We Are All Waiting
We are all waiting. Waiting for the perfect job, waiting to meet our spouse, waiting for a baby, waiting in line at the coffee shop. We sit and wait. We walk and wait. We move in and out of seasons and wait.
You’d think we’d handle waiting better as humans, considering how much time we spend waiting on something or someone.
We might be prone to waiting, but that doesn’t mean we are skilled at it.
As I write this, I’m sitting on an airplane waiting at the gate due to a maintenance issue. While these types of unexpected inconveniences are frustrating, the prolonged seasons of waiting are much more taxing on our hearts.
I spent three years of prolonged singleness waiting to meet my spouse. In those years of waiting, God challenged me to draw closer to Him more than I ever realized at the time.
If I’m honest, I hated the stage when I was in it. I was lonely. I desired companionship. It was hard to watch the very thing I really wanted happening all around me.
I anticipated what life would be like. I longed for Friday nights of cuddling & Netflix binging over the going out scene.
If I’m 100% transparent here, I believed marriage would satisfy my lonely soul.
I would have never admitted that.
I would have rattled off the good Christian girl answer that I recognized only God could satisfy my soul, but still, marriage had to be great, right?
I’m almost one year into marriage and I’ll tell you, it is great!
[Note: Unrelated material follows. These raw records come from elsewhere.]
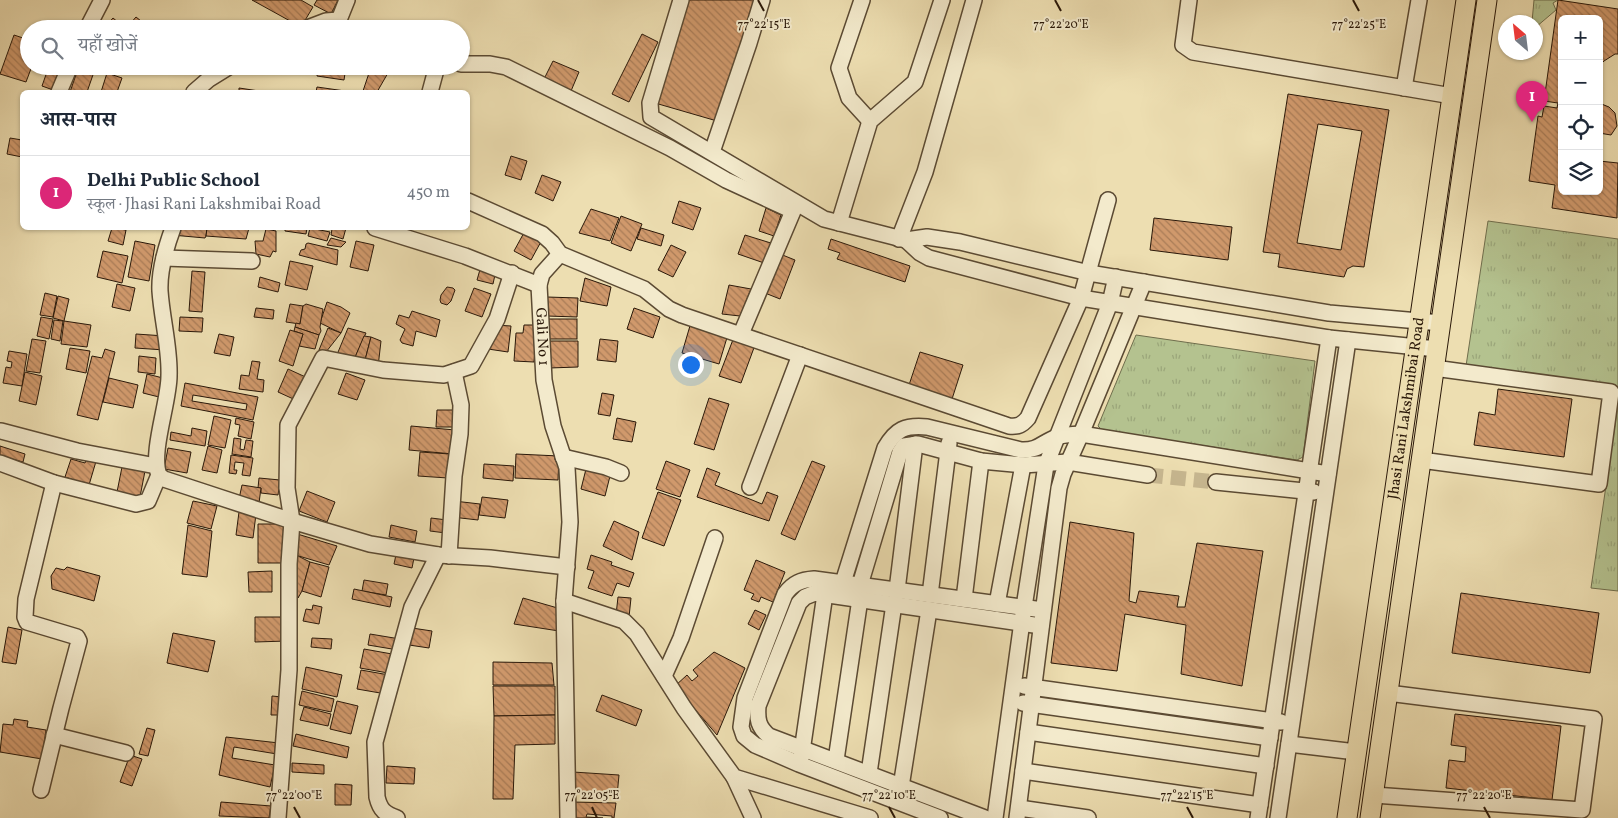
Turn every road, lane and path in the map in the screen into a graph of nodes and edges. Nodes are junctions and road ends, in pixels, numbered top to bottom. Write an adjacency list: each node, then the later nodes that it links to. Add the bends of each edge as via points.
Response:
1 (102, 0): 12 (street)
2 (348, 0): 13 (street)
3 (681, 0): 24 (street, via 650,104 651,117)
4 (762, 0): 24 (street)
5 (862, 0): 23 (street, via 839,68 849,98)
6 (942, 0): 23 (street, via 915,82)
7 (974, 0): 30 (street)
8 (1189, 0): 18 (street, via 1183,46 1193,52)
9 (1419, 0): 18 (street)
10 (1466, 0): 22 (main road, Jhasi Rani Lakshmibai Road)
11 (1488, 0): 43 (main road, Jhasi Rani Lakshmibai Road)
12 (92, 20)
13 (343, 20)
14 (470, 64): 44 (street, via 490,64 513,70 670,148 726,180 794,211)
15 (66, 75): 19 (street)
16 (215, 75): 20 (street)
17 (434, 75): 21 (street)
18 (1404, 88): 22 (street)
19 (60, 90)
20 (196, 90)
21 (430, 90)
22 (1452, 96): 42 (main road, Jhasi Rani Lakshmibai Road)
23 (870, 121): 27 (street)
24 (712, 152): 27 (street, via 824,220)
25 (1108, 200): 35 (street)
26 (470, 202): 31 (street, via 542,234)
27 (839, 223): 30 (street)
28 (172, 230): 32 (street)
29 (381, 230): 34 (street)
30 (903, 240): 35 (street, via 934,237); 39 (street, via 929,258)
31 (560, 254): 38 (street, via 542,274); 44 (street, via 644,289 682,315)
32 (164, 258): 33 (street); 67 (street, via 160,290 169,376)
33 (252, 261)
34 (512, 273): 38 (street); 51 (street, via 497,319 471,366)
35 (1089, 273): 36 (street); 39 (street)
36 (1116, 277): 37 (street); 40 (street)
37 (1144, 282): 41 (street); 42 (street, via 1329,313)
38 (539, 285): 60 (street, Gali No 1, via 544,380)
39 (1081, 298): 40 (street); 49 (street, via 1028,418 1016,427)
40 (1110, 303): 41 (street); 57 (street)
41 (1134, 307): 45 (street); 56 (street)
42 (1420, 320): 43 (street); 47 (main road, Jhasi Rani Lakshmibai Road)
43 (1441, 323): 48 (main road, Jhasi Rani Lakshmibai Road)
44 (741, 334): 49 (street)
45 (1328, 338): 46 (street); 52 (street)
46 (1348, 340): 47 (street); 53 (street)
47 (1416, 348): 48 (street); 109 (main road, Jhasi Rani Lakshmibai Road)
48 (1437, 350): 50 (main road, Jhasi Rani Lakshmibai Road)
49 (800, 355): 74 (street)
50 (1434, 368): 62 (main road, Jhasi Rani Lakshmibai Road); 62 (street, via 1611,392 1599,484)
51 (454, 372): 77 (street, via 444,376 383,370 323,358 288,425 287,488); 79 (street, via 461,405 460,425)
52 (1319, 403): 53 (street); 69 (street)
53 (1338, 406): 70 (street)
54 (1, 431): 67 (street)
55 (950, 434): 57 (street, via 1021,450 1040,448); 59 (street); 81 (street, via 914,426 902,428 892,436 884,448)
56 (1081, 434): 57 (street); 63 (street); 69 (street)
57 (1058, 436): 66 (street)
58 (915, 444): 59 (street); 82 (street, via 904,446 900,452); 83 (street)
59 (948, 451): 61 (street); 88 (street)
60 (563, 457): 68 (street); 80 (street, Gali No 1, via 567,468 570,522)
61 (981, 460): 65 (street); 85 (street)
62 (1421, 460): 97 (main road, Jhasi Rani Lakshmibai Road)
63 (1068, 462): 66 (street); 71 (street); 91 (street, via 1059,488)
64 (0, 463): 73 (street)
65 (1023, 465): 66 (street); 89 (street)
66 (1046, 465): 90 (street)
67 (158, 470): 73 (street, via 151,497 142,504); 77 (street, via 164,479)
68 (621, 472)
69 (1309, 472): 70 (street); 75 (street)
70 (1328, 474): 76 (street)
71 (1148, 475)
72 (1216, 482): 75 (street)
73 (54, 483): 105 (street, via 26,599 25,617 27,622 77,637 79,641)
74 (750, 487)
75 (1306, 490): 76 (street); 84 (street)
76 (1326, 493): 86 (street)
77 (292, 521): 79 (street, via 370,544); 124 (street, via 289,670)
78 (715, 538): 94 (street, via 681,638)
79 (444, 556): 80 (street); 125 (street, via 412,607 375,742 378,805)
80 (567, 567): 87 (street, Gali No 1)
81 (836, 591): 82 (street); 108 (street); 108 (street, via 815,593 799,603 758,706 761,728 769,736); 112 (street, via 814,579 802,580 791,587 785,594 744,698 741,727 744,736)
82 (858, 594): 83 (street); 111 (street)
83 (895, 597): 88 (street); 115 (street)
84 (1291, 597): 86 (street); 102 (street)
85 (964, 599): 88 (street); 89 (street)
86 (1310, 600): 103 (street)
87 (564, 601): 94 (street, via 624,621 637,634); 126 (street, Gali No 1)
88 (930, 602): 92 (street); 117 (street)
89 (997, 604): 90 (street)
90 (1024, 607): 91 (street); 92 (street)
91 (1043, 610): 93 (street)
92 (1022, 623): 93 (street); 95 (street)
93 (1041, 626): 96 (street)
94 (664, 676): 116 (street)
95 (1014, 685): 96 (street); 98 (street)
96 (1034, 687): 99 (street); 100 (street)
97 (1388, 693): 119 (main road, Jhasi Rani Lakshmibai Road); 123 (street, via 1594,719)
98 (1011, 701): 99 (street); 131 (street)
99 (1032, 704): 101 (street); 104 (street)
100 (1154, 704): 101 (street); 102 (street)
101 (1151, 721): 106 (street)
102 (1273, 721): 103 (street); 106 (street)
103 (1292, 724): 107 (street)
104 (1028, 732): 113 (street); 114 (street)
105 (54, 734): 110 (street); 118 (street)
106 (1270, 738): 113 (street)
107 (1289, 744): 109 (street); 133 (street)
108 (803, 749): 111 (street); 112 (street)
109 (1356, 752): 134 (main road, Jhasi Rani Lakshmibai Road)
110 (126, 753)
111 (836, 760): 115 (street)
112 (799, 764): 120 (street)
113 (1266, 766): 121 (street)
114 (1023, 772): 121 (street); 122 (street)
115 (869, 773): 117 (street)
116 (734, 777): 127 (street); 128 (street)
117 (901, 785): 120 (street); 130 (street)
118 (41, 790)
119 (1374, 794): 123 (street); 135 (main road, Jhasi Rani Lakshmibai Road)
120 (898, 802): 129 (street)
121 (1259, 812)
122 (1018, 813): 132 (street)
123 (1581, 814)
124 (278, 818)
125 (398, 818)
126 (568, 818)
127 (753, 818)
128 (870, 818)
129 (940, 818)
130 (985, 818)
131 (995, 818)
132 (1088, 818)
133 (1278, 818)
134 (1347, 818)
135 (1370, 818)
Don’t believe the lies that marriage has too many troubles to look forward to with eager expectation.
Marriage is challenging and comforting. It’s holding each other accountable and holding each other’s hands in solidarity.
However, it wasn’t until I was married for about six months that I realized the reason why marriage doesn’t satisfy (even though it is oh so great).
Marriage can actually cause more desire for Jesus.
The imperfections of marriage cause us to see even more clearly how much we long for eternity. Even our deepest, most intimate human relationships are just a small speck of how much our Father loves us.
I had promised myself I wouldn’t get wrapped up in the newlywed stage and put my marriage on a pedestal, but here I had done just that.
My husband Josh was working a trail of 12 straight days of 10-12 hour shifts. He was exhausted physically, emotionally, and mentally.
The sump pump in our house wasn’t working correctly, and it seemed like there were a million things on our to-do list. I wanted Josh to prioritize a few of our tasks at home, but he needed a break.
He would come home from work and immediately eat then fall asleep. He really didn’t have any energy left to spend on me, let alone energy to help around the house.
I lost my temper when I longed for some quality time with him. I understood he needed to rest, but I just wanted to control our daily actions to the point that we could accomplish more and check off each task on the to-do list.
I failed to meet Josh in his busy season of work with patience. Once again, I failed in the waiting.
“Be patient, therefore, brothers, until the coming of the Lord. See how the farmer waits for the precious fruit of the earth, being patient about it, until it receives the early and the late rains. You also, be patient. Establish your hearts, for the coming of the Lord is at hand” (James 5:7-8).
We are called to patience. It’s even one of the fruits of the Holy Spirit. But in a culture of instant gratification, patience is a virtue that is easily rejected. We long for individual happiness and high achievements.
I needed to think like a farmer. Some things in my own life, like weather needed to produce fruitful crops, are out of my control. The farmer can’t manipulate God’s timing and produce rain, and neither can I. Only the Lord is in control of our waiting.
Increased productivity was the last thing Josh needed during that harsh month of residency. He needed me to patiently wait until the season passed. If I could only see residency in light of eternity, I would understand that it’s so temporary. Instead, I wanted to demand changed action now.
We were at odds with one another, and it left me feeling bitter and lonely.
Desiring to make temporary circumstances different reminded me of how I felt in singleness. Once again, I longed to be out of one season and on to the next.
Even though I am no longer waiting to meet my spouse and that particular area feels more settled, it just introduces new areas of uncertainty.
Marriage can never fully satisfy because there are still moments that are lonely. Just like singleness, we long for a greater love. We long for Jesus to return.
Whether I’m single or married, I’m still waiting. I’m waiting for eternity when all will be made right. Each new life phase is filled with uncertainty, and it leaves us longing for something more.
I long for Christ when my marriage reminds me of my sin and need for grace.
I long for Christ when I grow impatient with the temporary circumstances and my flesh wants me to control people’s actions around me.
I long for Christ when I’m waiting for all to be made right.
I pray that you long for Christ because only He is what we should truly long for.